«Подвигом русской культуры» оказывалось освоение необъятных просторов империи, прокладывание невиданных «торговых путей» через континент – вообще, деятельность, направленная вовне и лишающая метрополию культурной субъектности вне этой деятельности. В рамках такой логики понятен был отказ от возведения национального павильона на «улице наций»: метрополия могла описать себя лишь через окраины, и именно возможность встать по отношению к ним в позицию освоения и изучения была источником ее субъектности.

Вероятно, именно в тот момент, когда концепция эта вполне сформировалась, стало понятно, что при избранном формате представления империи собственно русская культура не могла бы получить в экспозиции существенного места. Во всяком случае, согласно официальному отчету, подготовка выставки Кустарного отдела началась «только год спустя после того, как по всем другим группам Русского отдела на Всемирной выставке предприняты уже были подготовительные действия»[99]. Инициатива организации Кустарного отдела исходила, по-видимому, от Двора: в начале января 1899 года Николай II одобрил взятие Кустарного отдела и Отдела окраин под свое покровительство Великой княгиней Елизаветой Федоровной (супругой Великого князя Сергея Александровича и старшей сестрой императрицы Александры Федоровны), однако тогда же было решено, что руководство Отделом окраин фактически остается всецело за П. П. Семеновым, и все свои усилия Елизавета Федоровна сосредоточила на Кустарном отделе.

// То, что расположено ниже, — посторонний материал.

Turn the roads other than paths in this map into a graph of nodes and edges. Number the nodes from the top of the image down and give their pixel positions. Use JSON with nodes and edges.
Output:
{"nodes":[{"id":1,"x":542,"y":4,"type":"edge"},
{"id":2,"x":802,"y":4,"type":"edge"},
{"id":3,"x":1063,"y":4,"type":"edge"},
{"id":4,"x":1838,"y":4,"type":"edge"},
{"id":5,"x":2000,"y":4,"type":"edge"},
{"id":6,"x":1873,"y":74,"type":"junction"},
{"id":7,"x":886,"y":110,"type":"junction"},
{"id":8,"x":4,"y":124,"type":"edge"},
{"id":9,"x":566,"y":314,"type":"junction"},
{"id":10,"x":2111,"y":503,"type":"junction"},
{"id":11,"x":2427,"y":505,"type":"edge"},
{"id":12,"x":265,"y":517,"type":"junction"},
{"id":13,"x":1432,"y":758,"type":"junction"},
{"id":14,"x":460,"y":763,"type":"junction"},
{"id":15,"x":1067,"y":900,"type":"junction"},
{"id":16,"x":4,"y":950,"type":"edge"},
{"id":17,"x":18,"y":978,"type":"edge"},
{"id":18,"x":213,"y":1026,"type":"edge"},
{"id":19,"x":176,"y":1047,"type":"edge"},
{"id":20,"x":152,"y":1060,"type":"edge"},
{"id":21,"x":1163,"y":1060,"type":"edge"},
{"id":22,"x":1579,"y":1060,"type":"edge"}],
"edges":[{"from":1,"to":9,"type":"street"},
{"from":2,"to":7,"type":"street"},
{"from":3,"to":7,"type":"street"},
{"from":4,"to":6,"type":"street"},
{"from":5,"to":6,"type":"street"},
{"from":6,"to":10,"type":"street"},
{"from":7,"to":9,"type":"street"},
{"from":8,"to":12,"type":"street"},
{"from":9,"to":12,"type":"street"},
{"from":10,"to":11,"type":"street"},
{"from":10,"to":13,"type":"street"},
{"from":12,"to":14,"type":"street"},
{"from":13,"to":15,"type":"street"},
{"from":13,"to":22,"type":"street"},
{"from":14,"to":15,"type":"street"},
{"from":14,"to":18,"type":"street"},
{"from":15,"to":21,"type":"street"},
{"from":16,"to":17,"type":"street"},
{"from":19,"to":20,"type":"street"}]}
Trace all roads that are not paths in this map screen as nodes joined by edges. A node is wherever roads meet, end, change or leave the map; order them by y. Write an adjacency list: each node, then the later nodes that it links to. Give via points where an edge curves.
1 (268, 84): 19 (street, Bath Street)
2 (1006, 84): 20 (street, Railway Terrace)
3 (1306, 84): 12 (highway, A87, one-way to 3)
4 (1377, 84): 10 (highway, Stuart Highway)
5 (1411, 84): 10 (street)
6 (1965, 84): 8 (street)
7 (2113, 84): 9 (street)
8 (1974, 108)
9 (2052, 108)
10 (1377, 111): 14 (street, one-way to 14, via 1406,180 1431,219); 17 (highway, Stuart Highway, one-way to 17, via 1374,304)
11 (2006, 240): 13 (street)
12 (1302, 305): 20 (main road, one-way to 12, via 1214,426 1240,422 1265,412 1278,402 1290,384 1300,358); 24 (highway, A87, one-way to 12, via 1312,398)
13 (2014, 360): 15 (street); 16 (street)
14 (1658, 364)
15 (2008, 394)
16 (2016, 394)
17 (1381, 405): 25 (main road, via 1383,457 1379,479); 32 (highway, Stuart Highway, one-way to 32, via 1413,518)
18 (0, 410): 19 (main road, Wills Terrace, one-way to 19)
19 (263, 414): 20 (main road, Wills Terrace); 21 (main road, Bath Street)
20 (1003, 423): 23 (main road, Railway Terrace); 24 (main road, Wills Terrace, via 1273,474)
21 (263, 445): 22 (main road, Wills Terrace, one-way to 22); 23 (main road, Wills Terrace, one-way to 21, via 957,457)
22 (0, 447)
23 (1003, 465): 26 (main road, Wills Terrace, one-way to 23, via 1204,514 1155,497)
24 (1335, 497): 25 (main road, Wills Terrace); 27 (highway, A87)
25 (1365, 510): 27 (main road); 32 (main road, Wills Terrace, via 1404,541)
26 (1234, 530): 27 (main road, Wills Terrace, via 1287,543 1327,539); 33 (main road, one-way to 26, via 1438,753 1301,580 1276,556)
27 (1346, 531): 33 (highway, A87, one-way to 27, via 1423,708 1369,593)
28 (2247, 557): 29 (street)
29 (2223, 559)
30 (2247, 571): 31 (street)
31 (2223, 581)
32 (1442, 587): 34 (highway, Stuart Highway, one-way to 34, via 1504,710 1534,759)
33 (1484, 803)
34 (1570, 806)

Попытка России получить под этот отдел дополнительную территорию на выставке увенчалась лишь очень скромным успехом: «Французская администрация могла предоставить в распоряжение Кустарного отдела лишь очень узкое, длинное пространство, род коридора, вдоль стены Trocadéro»[100]. Второй ограничивающей стеной для этого коридора была внешняя стена кремлевского павильона, и Кустарный отдел воспринимался как дополнение к экспозиции Отдела окраин.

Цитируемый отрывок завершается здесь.